Ce n’est pas une question que je trouve pertinente, tout simplement parce qu’elle ne se pose qu’une fois le match joué. Le coach doit lui y répondre avant même qu’on ne se la pose. Pas le même niveau de difficulté. Est-ce que mettre Cavani à la place d’Icardi aurait été judicieux ? Peut-être. Mais ça aurait demandé de mettre sur le banc un buteur très efficace sur les derniers matchs, ce qui n’aurait pas été très logique. Pourtant ça aurait peut-être changé le match. Idem pour Marquinhos qui retrouvait la défense alors que Paredes n’a rien apporté dans les duels au milieu. Tout cela est simple à analyser après le match. La seule chose que je peux reprocher à Tuchel sur ce point, c’est d’être trop dans le contrôle, la gestion. Il lui manque encore une certaine dose de prise de risque.

J’ai le sentiment qu’il est très marqué par les nombreuses blessures de ses joueurs. Il cherche à avoir le moins de blessés possible, ce qui est normal. Mais en pensant trop à cela, il est contraint de faire des choix parfois contestables d’un point de vue tactique. Un problème qu’il n’avait pas autant lors de ses 6 premiers mois où il savait répondre très vite à un problème causé par l’adversaire, quitte à prendre des risques. Tuchel est un coach moderne, avec une approche quasi scientifique du football. Statistiques, indices de performance, tous ses choix s’appuient sur des données concrètes. Mais il gagnerait peut-être à forcer un peu le destin de temps à autres. Son approche donne parfois l’impression qu’il ne peut rien faire sans son effectif au complet et au top de sa forme. Et cela commence à agacer beaucoup de monde.
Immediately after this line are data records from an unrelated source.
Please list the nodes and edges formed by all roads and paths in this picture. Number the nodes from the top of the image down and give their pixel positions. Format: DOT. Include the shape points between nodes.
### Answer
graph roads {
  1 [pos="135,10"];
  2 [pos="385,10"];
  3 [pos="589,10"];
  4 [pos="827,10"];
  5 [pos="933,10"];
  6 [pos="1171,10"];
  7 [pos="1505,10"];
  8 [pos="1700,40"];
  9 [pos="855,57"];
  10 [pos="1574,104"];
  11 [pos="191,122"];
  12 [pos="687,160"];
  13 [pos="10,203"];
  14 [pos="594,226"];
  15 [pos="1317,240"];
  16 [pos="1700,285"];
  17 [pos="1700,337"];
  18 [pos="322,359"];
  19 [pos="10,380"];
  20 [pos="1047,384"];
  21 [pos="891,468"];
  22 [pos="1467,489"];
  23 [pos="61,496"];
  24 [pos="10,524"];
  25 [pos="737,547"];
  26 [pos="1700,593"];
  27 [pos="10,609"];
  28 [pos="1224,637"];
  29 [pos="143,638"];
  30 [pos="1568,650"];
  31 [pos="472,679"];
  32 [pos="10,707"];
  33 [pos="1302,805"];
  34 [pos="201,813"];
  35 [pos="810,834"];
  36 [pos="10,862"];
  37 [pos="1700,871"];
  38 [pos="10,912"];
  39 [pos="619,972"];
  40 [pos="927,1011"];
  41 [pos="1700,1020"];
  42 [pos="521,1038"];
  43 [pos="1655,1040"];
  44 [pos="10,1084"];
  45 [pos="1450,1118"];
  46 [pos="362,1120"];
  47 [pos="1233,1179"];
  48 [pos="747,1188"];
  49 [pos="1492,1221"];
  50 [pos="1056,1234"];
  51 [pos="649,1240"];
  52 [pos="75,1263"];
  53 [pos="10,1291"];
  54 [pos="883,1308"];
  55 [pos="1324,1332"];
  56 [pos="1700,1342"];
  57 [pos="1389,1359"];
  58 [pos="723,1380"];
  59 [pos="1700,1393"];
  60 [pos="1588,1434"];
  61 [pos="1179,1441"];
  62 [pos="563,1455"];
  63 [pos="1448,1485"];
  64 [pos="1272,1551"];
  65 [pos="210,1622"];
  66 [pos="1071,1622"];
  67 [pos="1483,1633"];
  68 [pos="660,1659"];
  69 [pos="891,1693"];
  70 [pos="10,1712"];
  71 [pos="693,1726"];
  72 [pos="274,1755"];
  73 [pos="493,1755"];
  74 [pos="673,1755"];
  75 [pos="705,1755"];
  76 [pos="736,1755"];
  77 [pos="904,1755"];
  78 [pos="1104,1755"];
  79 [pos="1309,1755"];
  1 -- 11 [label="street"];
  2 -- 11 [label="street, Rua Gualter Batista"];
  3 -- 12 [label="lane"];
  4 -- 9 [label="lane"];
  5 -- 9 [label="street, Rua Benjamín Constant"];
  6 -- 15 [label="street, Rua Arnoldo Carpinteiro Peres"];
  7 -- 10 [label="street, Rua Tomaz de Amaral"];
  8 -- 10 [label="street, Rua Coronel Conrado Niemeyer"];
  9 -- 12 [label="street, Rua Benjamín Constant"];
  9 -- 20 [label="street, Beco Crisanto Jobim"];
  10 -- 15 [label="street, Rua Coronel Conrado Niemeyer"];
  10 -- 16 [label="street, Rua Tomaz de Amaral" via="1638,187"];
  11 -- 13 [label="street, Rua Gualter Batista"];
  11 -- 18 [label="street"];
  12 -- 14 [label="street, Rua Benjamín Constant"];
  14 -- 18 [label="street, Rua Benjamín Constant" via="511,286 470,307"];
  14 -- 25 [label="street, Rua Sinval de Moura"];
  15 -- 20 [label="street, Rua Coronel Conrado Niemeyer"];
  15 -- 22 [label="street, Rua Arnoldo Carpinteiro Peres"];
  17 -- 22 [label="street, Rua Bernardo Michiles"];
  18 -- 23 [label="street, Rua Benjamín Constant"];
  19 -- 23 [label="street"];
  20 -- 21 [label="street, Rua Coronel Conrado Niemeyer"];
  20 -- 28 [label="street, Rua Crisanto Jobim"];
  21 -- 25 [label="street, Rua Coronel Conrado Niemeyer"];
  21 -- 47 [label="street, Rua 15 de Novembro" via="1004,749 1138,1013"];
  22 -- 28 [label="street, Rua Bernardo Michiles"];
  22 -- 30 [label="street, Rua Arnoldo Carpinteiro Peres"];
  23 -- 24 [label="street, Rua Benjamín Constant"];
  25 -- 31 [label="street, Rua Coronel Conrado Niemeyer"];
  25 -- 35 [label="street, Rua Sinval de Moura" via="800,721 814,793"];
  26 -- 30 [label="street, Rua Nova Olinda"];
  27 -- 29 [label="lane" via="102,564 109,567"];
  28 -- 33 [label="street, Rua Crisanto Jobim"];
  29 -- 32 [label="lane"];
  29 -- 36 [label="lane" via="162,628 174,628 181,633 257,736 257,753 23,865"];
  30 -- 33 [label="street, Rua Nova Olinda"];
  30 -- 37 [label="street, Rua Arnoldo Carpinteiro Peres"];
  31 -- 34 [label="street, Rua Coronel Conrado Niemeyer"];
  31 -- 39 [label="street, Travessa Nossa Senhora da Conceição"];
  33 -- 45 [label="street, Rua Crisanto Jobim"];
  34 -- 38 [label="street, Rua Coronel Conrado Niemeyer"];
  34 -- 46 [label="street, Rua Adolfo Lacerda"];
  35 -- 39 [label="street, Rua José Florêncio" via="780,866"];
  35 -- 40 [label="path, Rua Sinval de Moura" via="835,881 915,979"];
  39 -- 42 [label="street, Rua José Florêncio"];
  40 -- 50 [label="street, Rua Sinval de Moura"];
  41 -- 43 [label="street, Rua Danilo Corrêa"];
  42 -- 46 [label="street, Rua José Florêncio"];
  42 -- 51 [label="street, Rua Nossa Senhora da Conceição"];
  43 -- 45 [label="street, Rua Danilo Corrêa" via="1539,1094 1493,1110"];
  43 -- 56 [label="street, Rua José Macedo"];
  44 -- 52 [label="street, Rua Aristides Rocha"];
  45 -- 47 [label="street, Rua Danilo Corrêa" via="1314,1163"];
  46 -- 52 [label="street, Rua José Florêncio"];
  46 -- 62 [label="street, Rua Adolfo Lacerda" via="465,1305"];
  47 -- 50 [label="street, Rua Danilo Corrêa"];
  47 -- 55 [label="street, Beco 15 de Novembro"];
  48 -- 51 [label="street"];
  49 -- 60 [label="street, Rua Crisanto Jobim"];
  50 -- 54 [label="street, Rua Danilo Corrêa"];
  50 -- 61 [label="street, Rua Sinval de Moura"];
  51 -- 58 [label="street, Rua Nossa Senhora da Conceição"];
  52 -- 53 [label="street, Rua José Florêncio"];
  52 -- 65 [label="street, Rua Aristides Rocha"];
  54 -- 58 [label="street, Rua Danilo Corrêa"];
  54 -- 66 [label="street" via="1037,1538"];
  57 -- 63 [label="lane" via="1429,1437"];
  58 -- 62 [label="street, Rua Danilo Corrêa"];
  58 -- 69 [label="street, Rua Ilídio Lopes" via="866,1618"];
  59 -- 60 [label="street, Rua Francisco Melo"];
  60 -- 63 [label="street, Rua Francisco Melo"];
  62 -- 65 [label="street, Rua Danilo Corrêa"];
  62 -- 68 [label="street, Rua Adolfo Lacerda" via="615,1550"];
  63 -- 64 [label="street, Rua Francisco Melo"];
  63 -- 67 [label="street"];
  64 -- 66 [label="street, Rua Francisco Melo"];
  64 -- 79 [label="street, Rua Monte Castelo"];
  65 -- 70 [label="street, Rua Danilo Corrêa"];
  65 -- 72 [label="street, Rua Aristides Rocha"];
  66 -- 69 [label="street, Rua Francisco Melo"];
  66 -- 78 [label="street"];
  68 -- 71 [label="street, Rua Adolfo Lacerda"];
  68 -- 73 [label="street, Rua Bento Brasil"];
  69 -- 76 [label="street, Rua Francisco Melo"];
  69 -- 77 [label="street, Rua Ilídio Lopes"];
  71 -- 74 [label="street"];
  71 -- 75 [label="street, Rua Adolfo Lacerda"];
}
Enfin, dernier reproche qui lui est adressé, très courant pour n’importe quel coach après une défaite : son management. Trop proche des joueurs, pas assez autoritaire, pas un vrai meneur d’hommes, etc… Chacun son avis sur la question. Mais on ne peut qu’admettre qu’un coach n’est pas juste un tacticien. Il doit aussi assurer la cohésion du groupe, ce qu’il arrive plutôt bien à faire. Les joueurs l’apprécient et n’hésitent pas à le faire savoir. Un bon point pour lui. Mais il doit aussi parvenir à créer un état d’esprit qui sera le socle de la performance collective. Il l’a répété à maintes reprises, il veut que son équipe aborde tous les matchs avec la même intensité. Et pour le moment, ce n’est pas le cas. En tout cas, pas de manière assez régulière. Si la performance relève beaucoup des joueurs, les consignes et leur application sont du ressort de l’entraîneur. Je pense que c’est sa plus grande limite aujourd’hui.

Perdre contre Dijon n’est pas très grave, ça ne devrait pas freiner le PSG. Mais Tuchel se voit contraint de trouver des solutions très vite pour ne pas multiplier les accidents de parcours. Il va devoir apprendre à être plus pragmatique (un coup de fil à Deschamps, peut-être ?) mais aussi à lâcher prise. Car à force de vouloir tout contrôler, il risque de fragiliser sa position. Leonardo n’aurait pas besoin de trop se creuser la tête pour le remplacer, Allegri est libre. Alors c’est le moment de lâcher les chevaux pour Thomas, sans trop calculer. Il ne pourra de toute façon pas contrôler le destin.